Return, in their exact form, the lines that lie between the start of the data below and the line containing "position:absolute; left:12px; top:1003px;", with both ends included.

| Material to process |
-=-=-=-=-

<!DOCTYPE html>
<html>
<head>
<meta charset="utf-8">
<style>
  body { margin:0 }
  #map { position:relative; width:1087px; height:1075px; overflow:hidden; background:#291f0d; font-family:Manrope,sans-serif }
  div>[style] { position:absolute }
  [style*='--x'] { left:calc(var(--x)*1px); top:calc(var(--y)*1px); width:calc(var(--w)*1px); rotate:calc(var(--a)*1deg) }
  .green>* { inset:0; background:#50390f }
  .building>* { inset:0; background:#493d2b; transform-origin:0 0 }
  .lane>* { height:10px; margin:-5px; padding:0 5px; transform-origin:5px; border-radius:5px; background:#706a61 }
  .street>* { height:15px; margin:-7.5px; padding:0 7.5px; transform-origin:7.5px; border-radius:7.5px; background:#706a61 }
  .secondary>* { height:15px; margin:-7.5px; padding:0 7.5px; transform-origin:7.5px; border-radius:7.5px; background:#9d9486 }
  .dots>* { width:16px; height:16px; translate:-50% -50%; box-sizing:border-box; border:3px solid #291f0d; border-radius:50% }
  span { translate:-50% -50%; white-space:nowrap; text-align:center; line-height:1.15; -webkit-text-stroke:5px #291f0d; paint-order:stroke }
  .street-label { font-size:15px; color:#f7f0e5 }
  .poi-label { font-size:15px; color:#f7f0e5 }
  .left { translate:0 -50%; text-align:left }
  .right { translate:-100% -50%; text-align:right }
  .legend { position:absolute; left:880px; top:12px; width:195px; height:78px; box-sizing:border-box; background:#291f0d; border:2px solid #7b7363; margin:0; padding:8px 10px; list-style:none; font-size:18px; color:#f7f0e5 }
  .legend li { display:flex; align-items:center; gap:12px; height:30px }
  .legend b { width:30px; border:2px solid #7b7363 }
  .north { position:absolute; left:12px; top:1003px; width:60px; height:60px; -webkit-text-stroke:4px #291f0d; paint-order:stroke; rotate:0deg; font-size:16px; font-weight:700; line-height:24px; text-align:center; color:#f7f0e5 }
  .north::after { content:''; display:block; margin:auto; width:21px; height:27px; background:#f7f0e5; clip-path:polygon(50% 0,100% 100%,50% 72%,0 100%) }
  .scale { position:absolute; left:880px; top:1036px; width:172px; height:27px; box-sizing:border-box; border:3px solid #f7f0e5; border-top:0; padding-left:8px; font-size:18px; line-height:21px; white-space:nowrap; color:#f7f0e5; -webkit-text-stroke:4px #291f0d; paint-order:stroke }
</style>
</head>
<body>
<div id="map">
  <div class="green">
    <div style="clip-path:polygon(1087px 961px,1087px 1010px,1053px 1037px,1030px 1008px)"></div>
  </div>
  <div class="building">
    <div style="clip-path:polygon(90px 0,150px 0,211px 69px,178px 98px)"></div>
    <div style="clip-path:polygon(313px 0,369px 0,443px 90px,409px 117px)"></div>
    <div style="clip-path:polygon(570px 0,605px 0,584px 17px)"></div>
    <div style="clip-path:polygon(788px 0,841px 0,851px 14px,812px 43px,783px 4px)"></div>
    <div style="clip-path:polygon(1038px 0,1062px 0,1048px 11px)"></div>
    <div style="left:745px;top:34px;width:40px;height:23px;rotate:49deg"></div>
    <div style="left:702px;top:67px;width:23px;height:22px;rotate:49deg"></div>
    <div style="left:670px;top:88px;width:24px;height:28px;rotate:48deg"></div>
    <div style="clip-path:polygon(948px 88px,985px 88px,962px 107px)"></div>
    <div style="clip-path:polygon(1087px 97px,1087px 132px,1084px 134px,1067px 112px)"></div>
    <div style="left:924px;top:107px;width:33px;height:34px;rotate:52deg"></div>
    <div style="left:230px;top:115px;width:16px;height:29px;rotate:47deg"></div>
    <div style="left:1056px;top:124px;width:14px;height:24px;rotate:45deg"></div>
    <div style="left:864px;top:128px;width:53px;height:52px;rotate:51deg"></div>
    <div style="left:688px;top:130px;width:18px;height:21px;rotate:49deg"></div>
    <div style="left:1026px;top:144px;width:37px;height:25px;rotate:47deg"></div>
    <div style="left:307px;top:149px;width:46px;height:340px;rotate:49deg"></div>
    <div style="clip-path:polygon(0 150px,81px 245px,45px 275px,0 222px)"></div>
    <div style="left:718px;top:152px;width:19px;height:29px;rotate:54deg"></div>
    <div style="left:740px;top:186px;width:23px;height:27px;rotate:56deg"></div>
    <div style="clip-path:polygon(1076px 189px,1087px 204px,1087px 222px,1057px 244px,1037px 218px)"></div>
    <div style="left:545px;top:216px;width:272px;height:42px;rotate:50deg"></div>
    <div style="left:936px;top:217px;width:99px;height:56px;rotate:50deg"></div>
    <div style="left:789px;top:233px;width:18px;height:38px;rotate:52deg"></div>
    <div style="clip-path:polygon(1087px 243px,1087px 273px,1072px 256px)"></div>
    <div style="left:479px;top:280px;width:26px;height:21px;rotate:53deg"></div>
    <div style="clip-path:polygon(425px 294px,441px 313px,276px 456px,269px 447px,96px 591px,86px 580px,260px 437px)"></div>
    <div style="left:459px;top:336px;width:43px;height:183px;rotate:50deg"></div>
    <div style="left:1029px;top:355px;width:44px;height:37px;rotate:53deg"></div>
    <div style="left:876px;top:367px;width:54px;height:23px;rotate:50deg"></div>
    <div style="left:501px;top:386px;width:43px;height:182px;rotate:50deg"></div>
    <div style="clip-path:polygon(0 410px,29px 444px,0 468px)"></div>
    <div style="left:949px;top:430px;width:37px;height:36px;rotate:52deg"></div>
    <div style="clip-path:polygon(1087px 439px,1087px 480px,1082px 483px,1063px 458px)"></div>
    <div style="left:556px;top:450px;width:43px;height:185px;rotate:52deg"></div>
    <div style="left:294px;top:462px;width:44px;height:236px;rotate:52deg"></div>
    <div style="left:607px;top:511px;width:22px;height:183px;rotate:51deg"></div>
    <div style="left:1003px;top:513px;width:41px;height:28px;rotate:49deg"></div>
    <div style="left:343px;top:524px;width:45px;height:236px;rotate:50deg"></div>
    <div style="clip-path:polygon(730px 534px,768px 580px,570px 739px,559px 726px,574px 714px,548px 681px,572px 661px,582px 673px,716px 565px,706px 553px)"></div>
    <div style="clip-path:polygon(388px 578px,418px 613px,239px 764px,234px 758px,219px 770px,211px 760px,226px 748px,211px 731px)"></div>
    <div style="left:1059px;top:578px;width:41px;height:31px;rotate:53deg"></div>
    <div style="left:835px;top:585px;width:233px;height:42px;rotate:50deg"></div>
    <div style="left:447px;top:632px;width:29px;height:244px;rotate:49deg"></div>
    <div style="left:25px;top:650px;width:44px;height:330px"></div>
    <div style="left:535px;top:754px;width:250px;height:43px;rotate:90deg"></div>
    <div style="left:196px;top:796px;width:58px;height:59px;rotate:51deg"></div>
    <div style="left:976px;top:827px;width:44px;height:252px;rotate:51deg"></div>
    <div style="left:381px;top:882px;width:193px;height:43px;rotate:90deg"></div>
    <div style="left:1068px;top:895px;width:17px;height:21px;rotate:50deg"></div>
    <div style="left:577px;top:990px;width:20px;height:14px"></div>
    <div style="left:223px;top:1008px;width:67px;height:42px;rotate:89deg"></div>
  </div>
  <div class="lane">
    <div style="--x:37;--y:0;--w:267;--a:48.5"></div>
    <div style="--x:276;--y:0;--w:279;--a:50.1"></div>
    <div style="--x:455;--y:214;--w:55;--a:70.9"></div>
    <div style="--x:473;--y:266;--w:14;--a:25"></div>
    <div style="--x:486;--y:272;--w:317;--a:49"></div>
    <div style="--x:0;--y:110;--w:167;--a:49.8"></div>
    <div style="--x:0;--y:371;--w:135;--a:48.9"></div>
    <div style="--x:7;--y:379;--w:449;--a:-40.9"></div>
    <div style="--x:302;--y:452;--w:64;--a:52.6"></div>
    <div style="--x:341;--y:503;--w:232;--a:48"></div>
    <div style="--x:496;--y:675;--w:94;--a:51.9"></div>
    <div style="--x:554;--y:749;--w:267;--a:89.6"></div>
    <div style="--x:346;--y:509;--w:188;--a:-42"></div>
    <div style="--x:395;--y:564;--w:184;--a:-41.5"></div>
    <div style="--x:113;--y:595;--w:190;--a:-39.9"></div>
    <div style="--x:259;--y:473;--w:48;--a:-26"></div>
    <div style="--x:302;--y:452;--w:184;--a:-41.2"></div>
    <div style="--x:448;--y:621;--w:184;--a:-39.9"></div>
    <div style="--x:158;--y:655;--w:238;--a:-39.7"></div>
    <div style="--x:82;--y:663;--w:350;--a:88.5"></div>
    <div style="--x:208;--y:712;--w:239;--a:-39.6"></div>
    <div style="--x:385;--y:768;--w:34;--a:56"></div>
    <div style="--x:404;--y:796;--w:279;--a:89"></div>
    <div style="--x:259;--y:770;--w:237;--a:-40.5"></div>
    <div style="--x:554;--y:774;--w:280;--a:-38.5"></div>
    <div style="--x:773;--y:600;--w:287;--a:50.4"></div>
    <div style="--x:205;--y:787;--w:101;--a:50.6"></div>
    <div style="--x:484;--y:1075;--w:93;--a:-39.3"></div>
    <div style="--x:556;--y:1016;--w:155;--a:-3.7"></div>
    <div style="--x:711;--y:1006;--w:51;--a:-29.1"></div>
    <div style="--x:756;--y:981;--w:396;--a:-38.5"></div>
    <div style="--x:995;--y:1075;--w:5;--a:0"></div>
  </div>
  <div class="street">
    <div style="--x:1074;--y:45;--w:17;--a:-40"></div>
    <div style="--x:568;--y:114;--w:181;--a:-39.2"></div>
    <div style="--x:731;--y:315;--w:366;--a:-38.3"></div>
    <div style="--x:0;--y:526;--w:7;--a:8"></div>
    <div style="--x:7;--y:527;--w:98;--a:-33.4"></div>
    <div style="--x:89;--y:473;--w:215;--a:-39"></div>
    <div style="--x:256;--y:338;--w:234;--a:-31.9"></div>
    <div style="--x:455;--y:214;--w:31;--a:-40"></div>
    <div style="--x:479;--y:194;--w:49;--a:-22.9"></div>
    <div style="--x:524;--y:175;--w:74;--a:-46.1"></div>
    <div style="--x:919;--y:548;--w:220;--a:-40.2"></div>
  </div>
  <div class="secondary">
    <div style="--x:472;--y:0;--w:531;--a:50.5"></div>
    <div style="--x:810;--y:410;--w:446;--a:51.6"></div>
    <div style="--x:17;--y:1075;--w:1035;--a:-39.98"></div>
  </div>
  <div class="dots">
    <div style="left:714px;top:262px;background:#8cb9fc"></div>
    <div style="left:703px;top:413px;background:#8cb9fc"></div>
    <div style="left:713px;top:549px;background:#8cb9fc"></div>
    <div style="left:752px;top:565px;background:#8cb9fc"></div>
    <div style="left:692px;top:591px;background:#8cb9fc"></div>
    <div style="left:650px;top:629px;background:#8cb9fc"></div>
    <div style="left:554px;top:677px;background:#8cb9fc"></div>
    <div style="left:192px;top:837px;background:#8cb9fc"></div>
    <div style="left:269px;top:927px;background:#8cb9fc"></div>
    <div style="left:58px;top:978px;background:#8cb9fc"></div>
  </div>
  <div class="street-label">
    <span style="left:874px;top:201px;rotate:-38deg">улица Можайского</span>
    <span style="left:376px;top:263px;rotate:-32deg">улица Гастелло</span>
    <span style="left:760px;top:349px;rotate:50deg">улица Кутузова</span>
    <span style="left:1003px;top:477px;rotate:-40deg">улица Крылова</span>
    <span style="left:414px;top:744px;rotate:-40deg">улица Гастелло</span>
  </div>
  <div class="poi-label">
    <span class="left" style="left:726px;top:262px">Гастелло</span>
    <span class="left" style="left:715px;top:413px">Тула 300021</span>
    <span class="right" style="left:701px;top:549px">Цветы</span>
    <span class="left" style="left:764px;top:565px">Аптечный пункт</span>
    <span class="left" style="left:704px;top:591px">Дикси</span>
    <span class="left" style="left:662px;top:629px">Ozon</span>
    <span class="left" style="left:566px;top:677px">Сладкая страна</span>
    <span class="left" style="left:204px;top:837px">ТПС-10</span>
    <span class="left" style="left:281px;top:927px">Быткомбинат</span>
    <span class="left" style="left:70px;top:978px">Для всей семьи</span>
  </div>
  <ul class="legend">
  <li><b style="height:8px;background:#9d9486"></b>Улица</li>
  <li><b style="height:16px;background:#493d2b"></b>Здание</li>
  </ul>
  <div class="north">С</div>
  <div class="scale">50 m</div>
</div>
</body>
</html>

-=-=-=-=-

| Response to the task |
<!DOCTYPE html>
<html>
<head>
<meta charset="utf-8">
<style>
  body { margin:0 }
  #map { position:relative; width:1087px; height:1075px; overflow:hidden; background:#291f0d; font-family:Manrope,sans-serif }
  div>[style] { position:absolute }
  [style*='--x'] { left:calc(var(--x)*1px); top:calc(var(--y)*1px); width:calc(var(--w)*1px); rotate:calc(var(--a)*1deg) }
  .green>* { inset:0; background:#50390f }
  .building>* { inset:0; background:#493d2b; transform-origin:0 0 }
  .lane>* { height:10px; margin:-5px; padding:0 5px; transform-origin:5px; border-radius:5px; background:#706a61 }
  .street>* { height:15px; margin:-7.5px; padding:0 7.5px; transform-origin:7.5px; border-radius:7.5px; background:#706a61 }
  .secondary>* { height:15px; margin:-7.5px; padding:0 7.5px; transform-origin:7.5px; border-radius:7.5px; background:#9d9486 }
  .dots>* { width:16px; height:16px; translate:-50% -50%; box-sizing:border-box; border:3px solid #291f0d; border-radius:50% }
  span { translate:-50% -50%; white-space:nowrap; text-align:center; line-height:1.15; -webkit-text-stroke:5px #291f0d; paint-order:stroke }
  .street-label { font-size:15px; color:#f7f0e5 }
  .poi-label { font-size:15px; color:#f7f0e5 }
  .left { translate:0 -50%; text-align:left }
  .right { translate:-100% -50%; text-align:right }
  .legend { position:absolute; left:880px; top:12px; width:195px; height:78px; box-sizing:border-box; background:#291f0d; border:2px solid #7b7363; margin:0; padding:8px 10px; list-style:none; font-size:18px; color:#f7f0e5 }
  .legend li { display:flex; align-items:center; gap:12px; height:30px }
  .legend b { width:30px; border:2px solid #7b7363 }
  .north { position:absolute; left:12px; top:1003px; width:60px; height:60px; -webkit-text-stroke:4px #291f0d; paint-order:stroke; rotate:0deg; font-size:16px; font-weight:700; line-height:24px; text-align:center; color:#f7f0e5 }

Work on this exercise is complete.